## Work task
Read the records below. Copy each line where the string "Care" occurs.

BEGIN

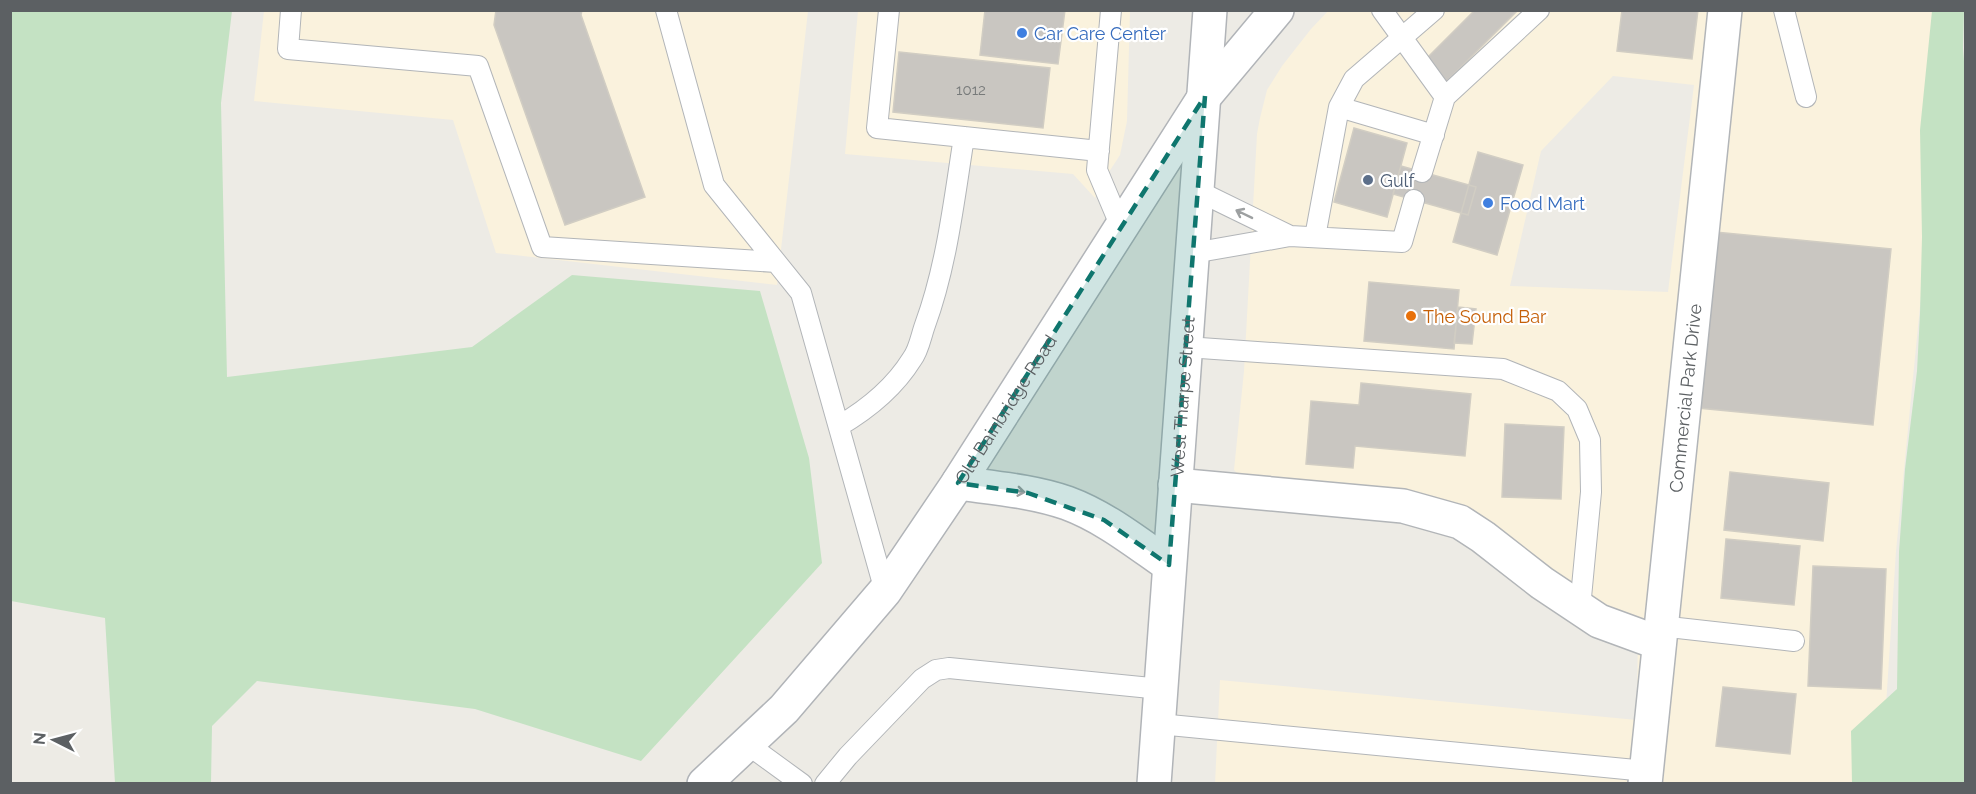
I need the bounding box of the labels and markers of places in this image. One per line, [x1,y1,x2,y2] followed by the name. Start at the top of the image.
[1034,23,1167,44] place label: Car Care Center
[1015,26,1029,40] marker: Car Care Center
[1380,170,1415,191] place label: Gulf
[1361,173,1375,187] marker: Gulf
[1500,193,1585,214] place label: Food Mart
[1481,196,1495,210] marker: Food Mart
[1423,306,1547,327] place label: The Sound Bar
[1404,309,1418,323] marker: The Sound Bar

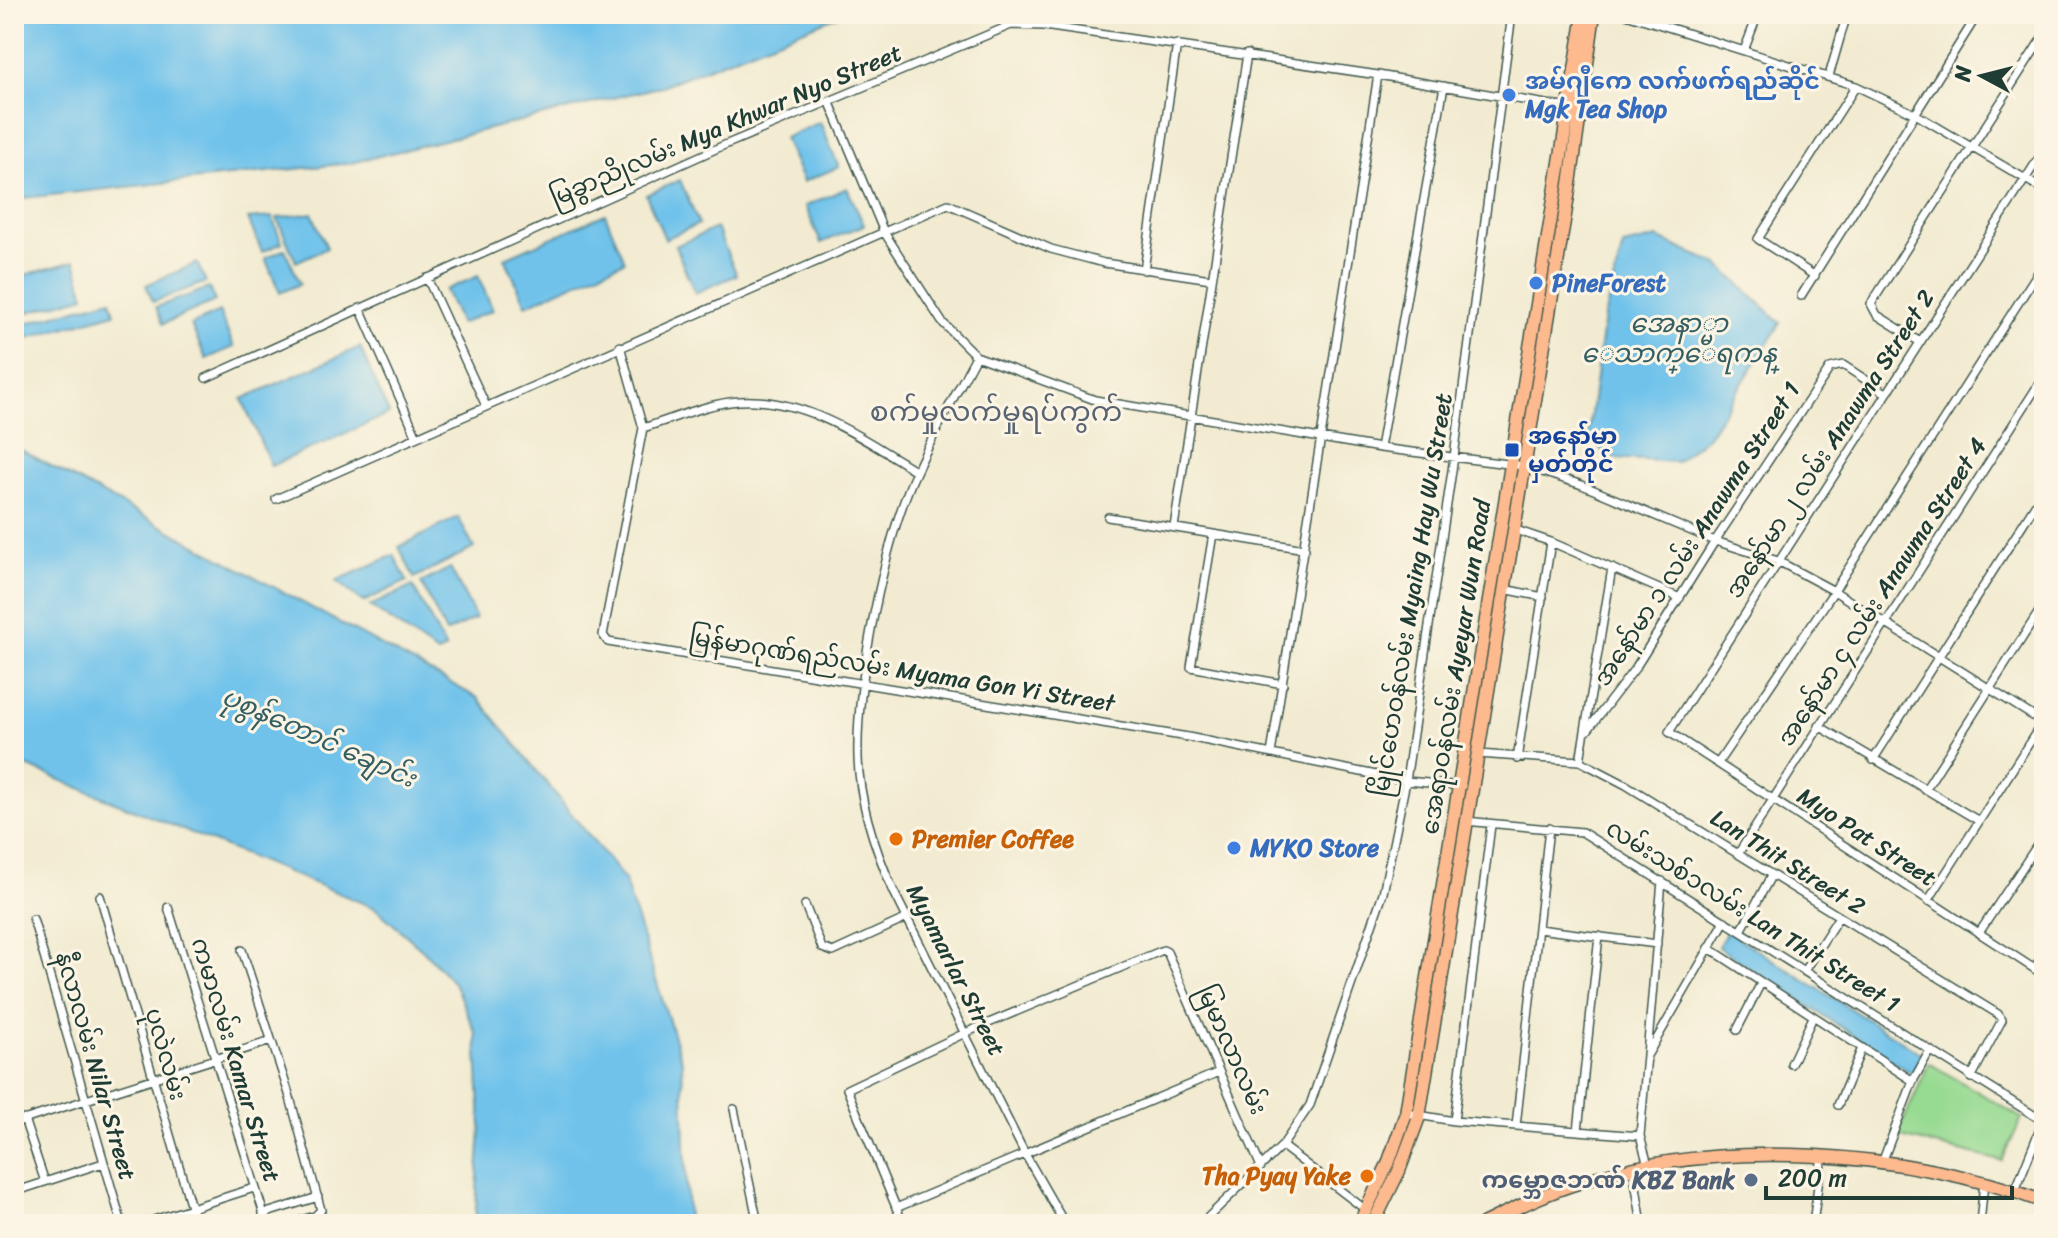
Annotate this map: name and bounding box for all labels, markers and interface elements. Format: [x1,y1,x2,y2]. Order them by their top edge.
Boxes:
street label: မြခွာညိုလမ်း Mya Khwar Nyo Street [543,32,909,218]
north arrow [1942,36,2022,116]
place label: အမ်ဂျီကေ လက်ဖက်ရည်ဆိုင် Mgk Tea Shop [1524,60,1820,130]
text: N [1942,63,1983,85]
marker: အမ်ဂျီကေ လက်ဖက်ရည်ဆိုင် Mgk Tea Shop [1500,86,1518,104]
place label: PineForest [1552,262,1666,304]
marker: PineForest [1527,274,1545,292]
street label: အနော်မာ ၂ လမ်း Anawma Street 2 [1714,281,1946,607]
water label: အေနာ္မာ ေသာက္ေရကန္ [1581,300,1780,376]
street label: အနော်မာ ၁ လမ်း Anawma Street 1 [1582,373,1812,695]
district label: စက်မှုလက်မှုရပ်ကွက် [870,387,1122,436]
street label: မြိုင်ဟေဝန်လမ်း Myaing Hay Wu Street [1359,390,1465,800]
place label: အနော်မာ မှတ်တိုင် [1528,415,1617,485]
street label: အနော်မာ ၄ လမ်း Anawma Street 4 [1766,429,1998,755]
marker: အနော်မာ မှတ်တိုင် [1503,441,1521,459]
street label: အေရာဝန်လမ်း Ayeyar Wun Road [1409,495,1503,838]
street label: မြန်မာဂုဏ်ရည်လမ်း Myama Gon Yi Street [686,616,1119,725]
water label: ပုစွန်တောင် ချောင်း [214,674,426,801]
street label: Myo Pat Street [1788,776,1946,898]
street label: Lan Thit Street 2 [1702,797,1874,927]
street label: လမ်းသစ်၁လမ်း Lan Thit Street 1 [1597,808,1909,1024]
place label: Premier Coffee [912,818,1074,860]
place label: MYKO Store [1249,827,1380,869]
marker: Premier Coffee [887,830,905,848]
marker: MYKO Store [1225,839,1243,857]
street label: Myamarlar Street [894,876,1018,1064]
street label: ကမာလမ်း Kamar Street [179,932,293,1188]
street label: နီလာလမ်း Nilar Street [43,946,149,1186]
street label: မြမာလာလမ်း [1185,978,1279,1122]
street label: ပုလဲလမ်း [133,1003,199,1105]
scale bar [1766,1150,2012,1200]
place label: Tha Pyay Yake [1202,1155,1352,1197]
text: 200 m [1778,1157,1847,1199]
place label: ကမ္ဘောဇဘဏ် KBZ Bank [1482,1159,1735,1201]
marker: Tha Pyay Yake [1358,1167,1376,1185]
marker: ကမ္ဘောဇဘဏ် KBZ Bank [1742,1171,1760,1189]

END

## Your response
[1034,23,1167,44] place label: Car Care Center
[1015,26,1029,40] marker: Car Care Center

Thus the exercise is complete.